In the recent past there has been a great emphasis on the role of solitary practitioners of Wicca and on informal and “non-hierarchic” community groups as the main form of the movement. For a variety of reasons, covens are rare, and only a minority of Wiccan-identified Pagans belong to one. The neo-Pagan folk culture centred on open community rituals and on the music and art that has been produced for them is vibrant and lively. In the areas where a large neo-Pagan movement exists people only loosely connected can readily come together in community celebrations (if they can find them).

The weaknesses in this approach don’t appear until general foundation work is exhausted and people and groups want to do something more specific. Most groups are unwilling to change their structure when they change their task, so when people tire of lowest-common denominator, groups collapse. People in the movement have thoroughly accepted the idea of do-it-yourself without realizing its limits. Informal ritual and loose community events are used for purposes for which they are inadequate from belief that no other means could possibly be anything but oppressive. Informal groups aren’t very good for getting deeper into the spirit, developing theology and a way of life based on religion, nor nourishing leadership.

(c) 2018 Sam Wagar. A Backyard wedding.


If our religious movement is to move beyond an elementary stage, it will have to disabuse itself of its prejudices about organization and structure. There is nothing inherently bad about either of these. By rejecting them out of hand because they are sometimes misused we deny ourselves necessary tools for further development.

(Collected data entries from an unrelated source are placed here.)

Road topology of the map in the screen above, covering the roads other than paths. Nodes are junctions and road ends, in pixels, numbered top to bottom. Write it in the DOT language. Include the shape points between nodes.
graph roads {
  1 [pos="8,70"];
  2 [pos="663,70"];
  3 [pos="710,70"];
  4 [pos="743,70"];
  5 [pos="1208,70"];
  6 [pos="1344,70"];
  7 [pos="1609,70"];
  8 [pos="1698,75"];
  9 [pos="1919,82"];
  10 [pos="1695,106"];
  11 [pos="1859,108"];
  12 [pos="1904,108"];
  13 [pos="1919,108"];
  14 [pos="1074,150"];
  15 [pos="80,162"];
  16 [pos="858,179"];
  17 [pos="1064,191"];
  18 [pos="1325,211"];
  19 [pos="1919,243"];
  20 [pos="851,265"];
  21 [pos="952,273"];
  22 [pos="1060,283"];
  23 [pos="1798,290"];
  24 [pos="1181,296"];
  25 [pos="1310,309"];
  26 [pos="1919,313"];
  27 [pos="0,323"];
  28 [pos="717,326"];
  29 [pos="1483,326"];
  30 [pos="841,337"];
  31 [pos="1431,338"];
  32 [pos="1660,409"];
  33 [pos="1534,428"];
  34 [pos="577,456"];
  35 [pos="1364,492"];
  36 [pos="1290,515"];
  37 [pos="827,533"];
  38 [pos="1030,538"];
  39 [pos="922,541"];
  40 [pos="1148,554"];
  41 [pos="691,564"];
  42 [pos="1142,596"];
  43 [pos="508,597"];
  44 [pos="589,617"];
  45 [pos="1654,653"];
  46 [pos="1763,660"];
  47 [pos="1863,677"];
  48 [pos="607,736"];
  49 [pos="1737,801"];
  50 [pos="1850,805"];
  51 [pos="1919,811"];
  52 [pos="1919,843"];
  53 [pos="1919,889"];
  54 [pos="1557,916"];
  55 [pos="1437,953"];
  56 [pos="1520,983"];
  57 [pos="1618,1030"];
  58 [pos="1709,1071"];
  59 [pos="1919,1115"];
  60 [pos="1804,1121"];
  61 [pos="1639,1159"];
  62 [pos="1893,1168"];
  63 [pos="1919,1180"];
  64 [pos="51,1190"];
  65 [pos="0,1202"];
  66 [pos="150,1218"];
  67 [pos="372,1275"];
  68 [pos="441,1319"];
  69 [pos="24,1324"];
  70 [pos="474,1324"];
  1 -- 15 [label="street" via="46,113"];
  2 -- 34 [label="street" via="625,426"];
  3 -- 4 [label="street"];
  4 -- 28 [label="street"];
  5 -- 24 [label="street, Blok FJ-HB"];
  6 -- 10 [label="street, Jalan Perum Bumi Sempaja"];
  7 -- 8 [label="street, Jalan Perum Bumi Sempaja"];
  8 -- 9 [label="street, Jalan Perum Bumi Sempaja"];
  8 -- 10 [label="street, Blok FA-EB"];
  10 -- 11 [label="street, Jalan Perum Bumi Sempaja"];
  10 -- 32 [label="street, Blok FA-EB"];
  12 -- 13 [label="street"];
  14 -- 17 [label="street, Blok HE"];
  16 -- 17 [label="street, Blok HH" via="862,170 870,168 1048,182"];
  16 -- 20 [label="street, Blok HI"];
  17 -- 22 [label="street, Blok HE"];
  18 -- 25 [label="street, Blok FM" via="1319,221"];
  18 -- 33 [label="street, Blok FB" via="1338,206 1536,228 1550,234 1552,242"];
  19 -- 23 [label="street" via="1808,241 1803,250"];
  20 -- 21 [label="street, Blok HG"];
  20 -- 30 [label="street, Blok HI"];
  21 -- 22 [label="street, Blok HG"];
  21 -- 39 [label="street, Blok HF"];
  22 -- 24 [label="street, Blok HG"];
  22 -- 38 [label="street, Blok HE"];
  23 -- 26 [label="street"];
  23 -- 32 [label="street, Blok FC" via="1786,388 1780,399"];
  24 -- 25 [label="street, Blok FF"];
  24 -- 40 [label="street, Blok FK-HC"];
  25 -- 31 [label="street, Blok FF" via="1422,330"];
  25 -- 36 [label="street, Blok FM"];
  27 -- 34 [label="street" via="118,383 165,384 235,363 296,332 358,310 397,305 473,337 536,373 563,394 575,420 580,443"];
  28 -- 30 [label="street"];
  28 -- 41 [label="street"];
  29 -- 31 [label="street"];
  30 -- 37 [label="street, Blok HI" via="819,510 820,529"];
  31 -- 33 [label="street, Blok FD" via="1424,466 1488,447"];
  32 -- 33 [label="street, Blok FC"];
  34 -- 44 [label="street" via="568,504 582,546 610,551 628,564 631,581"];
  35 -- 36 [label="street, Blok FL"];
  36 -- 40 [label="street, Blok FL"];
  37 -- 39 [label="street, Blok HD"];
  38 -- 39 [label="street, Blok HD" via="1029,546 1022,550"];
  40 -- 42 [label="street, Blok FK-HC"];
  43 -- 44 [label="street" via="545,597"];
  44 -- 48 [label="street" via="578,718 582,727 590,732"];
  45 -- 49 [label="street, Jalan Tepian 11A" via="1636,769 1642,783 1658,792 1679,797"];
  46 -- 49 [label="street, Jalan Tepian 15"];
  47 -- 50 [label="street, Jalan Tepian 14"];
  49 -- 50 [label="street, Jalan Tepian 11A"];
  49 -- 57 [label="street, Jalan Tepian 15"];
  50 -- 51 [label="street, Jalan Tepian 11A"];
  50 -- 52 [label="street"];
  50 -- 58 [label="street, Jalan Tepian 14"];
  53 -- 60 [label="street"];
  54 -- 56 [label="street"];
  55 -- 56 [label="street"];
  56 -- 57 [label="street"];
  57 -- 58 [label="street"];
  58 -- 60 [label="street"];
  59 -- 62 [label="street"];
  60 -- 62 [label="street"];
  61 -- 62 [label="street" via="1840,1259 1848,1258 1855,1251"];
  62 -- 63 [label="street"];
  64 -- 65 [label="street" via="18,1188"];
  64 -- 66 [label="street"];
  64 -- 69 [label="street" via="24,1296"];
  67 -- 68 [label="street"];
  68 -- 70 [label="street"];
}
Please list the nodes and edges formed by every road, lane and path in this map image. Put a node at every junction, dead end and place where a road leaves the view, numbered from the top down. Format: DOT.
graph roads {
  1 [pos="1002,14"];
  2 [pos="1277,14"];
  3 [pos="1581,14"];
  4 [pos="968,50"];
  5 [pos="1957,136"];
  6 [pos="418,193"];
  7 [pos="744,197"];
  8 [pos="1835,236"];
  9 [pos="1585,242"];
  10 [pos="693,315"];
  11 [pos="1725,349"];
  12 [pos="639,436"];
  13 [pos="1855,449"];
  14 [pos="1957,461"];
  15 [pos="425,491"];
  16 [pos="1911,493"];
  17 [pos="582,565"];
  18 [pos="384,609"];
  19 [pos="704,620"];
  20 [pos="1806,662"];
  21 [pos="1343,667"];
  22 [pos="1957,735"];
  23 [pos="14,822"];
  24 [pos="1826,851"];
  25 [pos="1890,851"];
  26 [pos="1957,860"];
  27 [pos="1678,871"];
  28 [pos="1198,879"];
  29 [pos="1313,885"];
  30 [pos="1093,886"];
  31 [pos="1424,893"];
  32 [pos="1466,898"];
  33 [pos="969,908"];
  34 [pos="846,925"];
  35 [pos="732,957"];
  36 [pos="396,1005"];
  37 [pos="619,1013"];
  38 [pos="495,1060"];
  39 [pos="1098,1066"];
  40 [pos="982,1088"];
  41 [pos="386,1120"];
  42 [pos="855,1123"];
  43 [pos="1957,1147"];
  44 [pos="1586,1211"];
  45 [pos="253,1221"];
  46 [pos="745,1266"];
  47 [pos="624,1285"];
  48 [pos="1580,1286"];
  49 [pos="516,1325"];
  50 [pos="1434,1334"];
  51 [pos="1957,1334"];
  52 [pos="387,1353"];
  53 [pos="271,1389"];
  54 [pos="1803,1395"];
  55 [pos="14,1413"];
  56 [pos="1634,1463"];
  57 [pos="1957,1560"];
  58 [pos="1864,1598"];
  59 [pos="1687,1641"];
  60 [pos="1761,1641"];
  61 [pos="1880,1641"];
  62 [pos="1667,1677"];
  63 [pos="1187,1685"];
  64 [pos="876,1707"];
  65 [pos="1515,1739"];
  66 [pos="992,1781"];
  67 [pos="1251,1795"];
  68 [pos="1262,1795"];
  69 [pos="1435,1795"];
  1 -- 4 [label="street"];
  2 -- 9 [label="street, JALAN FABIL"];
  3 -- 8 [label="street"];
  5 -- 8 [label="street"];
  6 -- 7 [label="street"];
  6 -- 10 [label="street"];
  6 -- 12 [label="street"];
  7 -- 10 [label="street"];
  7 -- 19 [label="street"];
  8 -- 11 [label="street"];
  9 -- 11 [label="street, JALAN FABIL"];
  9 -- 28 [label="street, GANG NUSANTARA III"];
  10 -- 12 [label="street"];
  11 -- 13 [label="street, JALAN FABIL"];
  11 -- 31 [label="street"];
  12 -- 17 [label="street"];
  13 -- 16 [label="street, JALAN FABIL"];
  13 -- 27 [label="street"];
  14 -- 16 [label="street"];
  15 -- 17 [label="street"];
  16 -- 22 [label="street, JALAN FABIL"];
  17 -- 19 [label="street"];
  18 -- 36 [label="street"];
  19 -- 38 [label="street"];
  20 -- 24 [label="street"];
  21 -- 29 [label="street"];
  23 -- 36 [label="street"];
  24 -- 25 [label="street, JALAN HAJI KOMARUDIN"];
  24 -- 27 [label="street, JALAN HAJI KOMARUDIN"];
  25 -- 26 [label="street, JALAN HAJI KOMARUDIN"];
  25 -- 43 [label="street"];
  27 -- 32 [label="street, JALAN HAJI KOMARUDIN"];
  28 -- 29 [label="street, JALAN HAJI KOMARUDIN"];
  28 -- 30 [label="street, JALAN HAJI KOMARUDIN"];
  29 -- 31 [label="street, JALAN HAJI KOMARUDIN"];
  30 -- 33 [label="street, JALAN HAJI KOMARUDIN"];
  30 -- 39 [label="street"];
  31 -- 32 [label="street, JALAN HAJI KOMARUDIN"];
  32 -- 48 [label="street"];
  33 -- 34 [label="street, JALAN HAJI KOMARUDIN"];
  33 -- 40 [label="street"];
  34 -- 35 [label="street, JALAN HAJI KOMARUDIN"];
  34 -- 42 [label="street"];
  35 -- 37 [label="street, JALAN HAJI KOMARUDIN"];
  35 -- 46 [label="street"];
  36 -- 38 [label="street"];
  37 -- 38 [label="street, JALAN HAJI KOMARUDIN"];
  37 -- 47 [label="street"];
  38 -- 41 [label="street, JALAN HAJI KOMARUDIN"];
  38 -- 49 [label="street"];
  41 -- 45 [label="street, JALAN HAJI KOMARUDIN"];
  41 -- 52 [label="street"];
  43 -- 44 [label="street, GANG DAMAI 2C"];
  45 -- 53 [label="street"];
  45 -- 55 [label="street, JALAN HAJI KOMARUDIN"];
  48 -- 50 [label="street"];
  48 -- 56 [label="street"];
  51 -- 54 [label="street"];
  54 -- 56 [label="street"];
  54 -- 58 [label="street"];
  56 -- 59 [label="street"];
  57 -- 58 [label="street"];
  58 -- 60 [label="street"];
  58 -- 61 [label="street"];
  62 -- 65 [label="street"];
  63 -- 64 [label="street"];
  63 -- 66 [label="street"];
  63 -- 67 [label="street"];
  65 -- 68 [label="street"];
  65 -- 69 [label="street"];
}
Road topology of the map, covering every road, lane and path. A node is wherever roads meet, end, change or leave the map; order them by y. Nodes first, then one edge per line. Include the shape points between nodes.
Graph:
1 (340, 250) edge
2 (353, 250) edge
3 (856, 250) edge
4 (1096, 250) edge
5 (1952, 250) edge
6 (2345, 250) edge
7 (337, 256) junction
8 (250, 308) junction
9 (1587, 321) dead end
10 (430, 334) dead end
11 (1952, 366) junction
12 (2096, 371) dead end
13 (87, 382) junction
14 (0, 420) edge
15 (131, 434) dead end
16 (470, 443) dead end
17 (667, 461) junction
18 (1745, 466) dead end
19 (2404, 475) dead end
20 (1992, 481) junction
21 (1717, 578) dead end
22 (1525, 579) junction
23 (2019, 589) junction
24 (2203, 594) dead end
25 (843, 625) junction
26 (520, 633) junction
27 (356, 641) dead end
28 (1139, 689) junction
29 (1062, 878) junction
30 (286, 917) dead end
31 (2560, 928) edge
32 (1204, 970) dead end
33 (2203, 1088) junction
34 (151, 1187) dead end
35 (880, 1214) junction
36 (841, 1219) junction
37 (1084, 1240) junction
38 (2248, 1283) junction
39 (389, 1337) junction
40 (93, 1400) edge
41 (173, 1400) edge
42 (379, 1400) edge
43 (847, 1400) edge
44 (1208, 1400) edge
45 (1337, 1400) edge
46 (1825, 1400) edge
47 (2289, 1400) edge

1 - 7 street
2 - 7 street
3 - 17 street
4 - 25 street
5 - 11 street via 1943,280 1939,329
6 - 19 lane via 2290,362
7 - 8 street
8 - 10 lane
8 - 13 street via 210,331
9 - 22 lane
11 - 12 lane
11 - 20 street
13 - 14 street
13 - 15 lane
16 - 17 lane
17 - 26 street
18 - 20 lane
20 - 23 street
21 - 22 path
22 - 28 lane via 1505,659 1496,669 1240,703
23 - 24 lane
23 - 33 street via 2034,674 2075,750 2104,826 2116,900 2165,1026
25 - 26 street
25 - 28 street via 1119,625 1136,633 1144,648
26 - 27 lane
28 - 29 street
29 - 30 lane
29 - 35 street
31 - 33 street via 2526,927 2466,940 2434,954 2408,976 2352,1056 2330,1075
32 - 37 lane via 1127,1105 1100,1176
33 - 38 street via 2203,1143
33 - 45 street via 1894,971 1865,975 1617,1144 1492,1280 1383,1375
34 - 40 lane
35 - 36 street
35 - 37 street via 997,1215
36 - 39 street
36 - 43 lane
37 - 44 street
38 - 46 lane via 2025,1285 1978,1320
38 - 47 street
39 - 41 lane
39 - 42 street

For everyone to have the opportunity to be involved in a community group and to participate in its activities the authority must be explicit, not implicit. The rules of decision-making must be open and available to everyone, and this can only happen if they are formalised, and leadership must be transparent both in their training and in their responsibility to the group they lead. And groups must be public. Some public and semi-public groups led by Wiccan clergy, often involved in covens, have existed since at least the early 1970s, when Chicago’s Pagan Way group was founded to “create a Pagan society” and “to build our temples in the towns…”

Developing methods of Temple organization and leadership growth from a Wiccan foundation must include adapting ideas from other sources, filtered through our theology, needs and sensibility. Frankly, the methods that we have used (to the extent that any word as systematic as “method” is appropriate) have been ineffective.

(c) 2018 Sam Wagar. My home temple’s altar.

Those Temples which exist in the Wiccan communities (Temples meaning bodies whose rites and services are available to the general public), have principally functioned as Outer Court student groups and recruitment pools of covens or as private projects of individuals. They do not necessarily reflect the needs or priorities of the communities that they serve because they are not rooted there, nor formally responsible to them nor even to the people who participate in and support their activities financially or with their labour.  Leadership is frequently inconsistent in training, with great gaping holes in skills, inadequate theological and organizational understanding, chosen by friendship or affiliation to the founders of the project instead of by rational spiritual and leadership criteria.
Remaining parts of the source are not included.